Amüsant: Die Küche übrigens, wo die leicht modifizierten «Solothurner Liebesbriefe» von Koch Fabian Zbinden hergestellt werden, gerät in ihrer Art zum eigentlichen Zentrum des Moderatorenduos. Wenn dieses nicht eben live zu sehen ist. Dies erinnert zumindest daran, dass die Küche in privaten Haushalten früher noch so etwas wie die Schaltzentralen der Familien waren. Warum soll dies bei einer Livesendung anders sein?
Auch die Stunde der «Selfie mit Promi»-Jagenden
Ist es ein Glück, dass während der Einspielungen von externen Beiträgen das Moderationsduo Bamert/Bahrampoori nicht explizit den Zaungästen zur Verfügung steht? Fast möchte man meinen.
Nicht selten nämlich werden die beiden, und sei’s auch nur in einer Nachschminkphase, mit der Bitte um ein gemeinsames Selfie gebeten. Zur Not agiert schon mal jemand aus dem SRF-Team als Fotograf. Man nimmt’s gelassen. Nur wenn der Andrang zu satt wird, zieht auch «SRF bi de Lüt» einen Schlussstrich, jedenfalls für den Moment.
Ein Hoch auf das Rahmenprogramm
Die gute Stimmung weit über den Sendetermin hinaus mag auch am Rahmenprogramm, dem Beizlifest, gelegen haben, von wo sich die Gäste während der Sendung immer wieder mit Getränken und Essen versorgten. Danach vermischt sich das Publikum vollends.
Kirchgasse und Munzingerplatz verschmelzen zum eigentlichen Festplatz und das Projekt «SRF bi de Lüt» nimmt die Züge eines mittleren Chilbibetriebs an. Oder wie einer beim Anblick einer durchziehenden Polonaise im Vorbeigehen meint: «Es ist ein richtiges Volksfest geworden.»
Und was sagt ein Auswärtiger zu diesem Abend? «Die Stadt Olten hat diesen grossartigen Auftritt wirklich verdient», gibt Regierungsrat Peter Hodel zu verstehen. Es sei viel gearbeitet worden im Hintergrund, die Gäste hätten mitgespielt, das Wetter ebenso. «Im Gegensatz zu vor sechs Jahren, als der Donnschtig-Jass regelrecht ins Wasser fiel.» In solchen Momenten jemanden auf dem Platz zu fragen, ob Olten tatsächlich ein hässliches Entlein sei, wie dies in der Sendung mit überraschender Hartnäckigkeit thematisiert wurde: völlig zwecklos.
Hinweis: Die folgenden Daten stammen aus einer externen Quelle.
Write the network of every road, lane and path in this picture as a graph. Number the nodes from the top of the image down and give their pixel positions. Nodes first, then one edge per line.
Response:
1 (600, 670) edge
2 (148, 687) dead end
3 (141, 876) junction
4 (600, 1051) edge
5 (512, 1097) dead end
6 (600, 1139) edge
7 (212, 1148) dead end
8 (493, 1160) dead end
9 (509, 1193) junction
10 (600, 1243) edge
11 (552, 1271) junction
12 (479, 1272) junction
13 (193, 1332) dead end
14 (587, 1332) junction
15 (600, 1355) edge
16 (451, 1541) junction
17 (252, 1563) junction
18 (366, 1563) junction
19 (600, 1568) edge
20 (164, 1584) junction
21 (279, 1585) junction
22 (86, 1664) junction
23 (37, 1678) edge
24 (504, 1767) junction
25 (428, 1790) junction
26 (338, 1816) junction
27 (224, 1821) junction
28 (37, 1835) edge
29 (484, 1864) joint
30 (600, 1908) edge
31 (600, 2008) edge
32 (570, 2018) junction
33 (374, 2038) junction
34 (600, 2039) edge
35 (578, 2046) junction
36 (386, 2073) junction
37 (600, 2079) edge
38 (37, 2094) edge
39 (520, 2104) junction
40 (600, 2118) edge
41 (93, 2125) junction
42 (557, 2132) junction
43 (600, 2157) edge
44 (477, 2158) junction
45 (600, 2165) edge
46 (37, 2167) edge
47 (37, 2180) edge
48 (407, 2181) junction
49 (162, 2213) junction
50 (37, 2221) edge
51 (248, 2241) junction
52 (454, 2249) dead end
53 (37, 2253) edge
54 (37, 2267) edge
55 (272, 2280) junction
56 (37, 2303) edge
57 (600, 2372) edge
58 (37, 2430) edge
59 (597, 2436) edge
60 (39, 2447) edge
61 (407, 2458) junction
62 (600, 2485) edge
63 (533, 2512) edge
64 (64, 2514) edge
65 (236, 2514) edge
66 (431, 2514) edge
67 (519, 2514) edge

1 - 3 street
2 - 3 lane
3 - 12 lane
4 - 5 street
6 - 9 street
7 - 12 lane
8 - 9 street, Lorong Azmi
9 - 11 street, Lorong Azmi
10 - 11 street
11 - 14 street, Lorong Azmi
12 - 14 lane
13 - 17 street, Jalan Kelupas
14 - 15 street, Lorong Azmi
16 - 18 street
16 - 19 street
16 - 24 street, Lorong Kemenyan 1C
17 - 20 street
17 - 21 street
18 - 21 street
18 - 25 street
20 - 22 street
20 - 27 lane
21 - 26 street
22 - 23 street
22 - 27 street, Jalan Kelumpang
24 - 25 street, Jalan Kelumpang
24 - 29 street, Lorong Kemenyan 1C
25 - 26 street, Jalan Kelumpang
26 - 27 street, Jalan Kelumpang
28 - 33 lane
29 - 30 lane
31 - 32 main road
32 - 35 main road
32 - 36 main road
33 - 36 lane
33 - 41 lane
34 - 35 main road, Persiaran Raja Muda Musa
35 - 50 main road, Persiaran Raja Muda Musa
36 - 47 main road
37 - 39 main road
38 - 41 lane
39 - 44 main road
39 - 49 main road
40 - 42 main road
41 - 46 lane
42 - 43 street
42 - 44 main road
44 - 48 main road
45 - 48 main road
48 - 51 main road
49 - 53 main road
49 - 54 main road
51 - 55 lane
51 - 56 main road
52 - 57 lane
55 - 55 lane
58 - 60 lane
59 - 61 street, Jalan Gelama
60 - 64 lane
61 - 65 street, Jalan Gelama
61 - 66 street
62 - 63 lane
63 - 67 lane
Nein, nach dieser mehr als zweistündigen Sendung über Olten findet sich die Stadt wieder im kleinen Taumel, weil die Zeit für einen grösseren noch nicht reif ist. Jung, Alt, Gross, Klein; alle vereint. «S’Dorf», wie die Stadt gelegentlich auch genannt wird, gehört sich selber.
Und dass die Geschichte von der ewigen Nebeldecke über Olten vom Stadtpräsidenten während der Sendung ziemlich wortgewandt relativiert wurde: richtig so. Der Klimawandel hat auch sein Gutes.
Am Sonntag wird auf der Kirchgasse weg- und aufgeräumt. Der Munzingerplatz folgt am Montag, wie das Regiebuch vorsieht. Dann ist das Fernsehen fort und der Alltag zurück. Der Alltag, der von allen jeweils so löblich besungen wird und den man sich abarbeitet. So simpel sieht man das in Olten. Und anderswo wohl auch.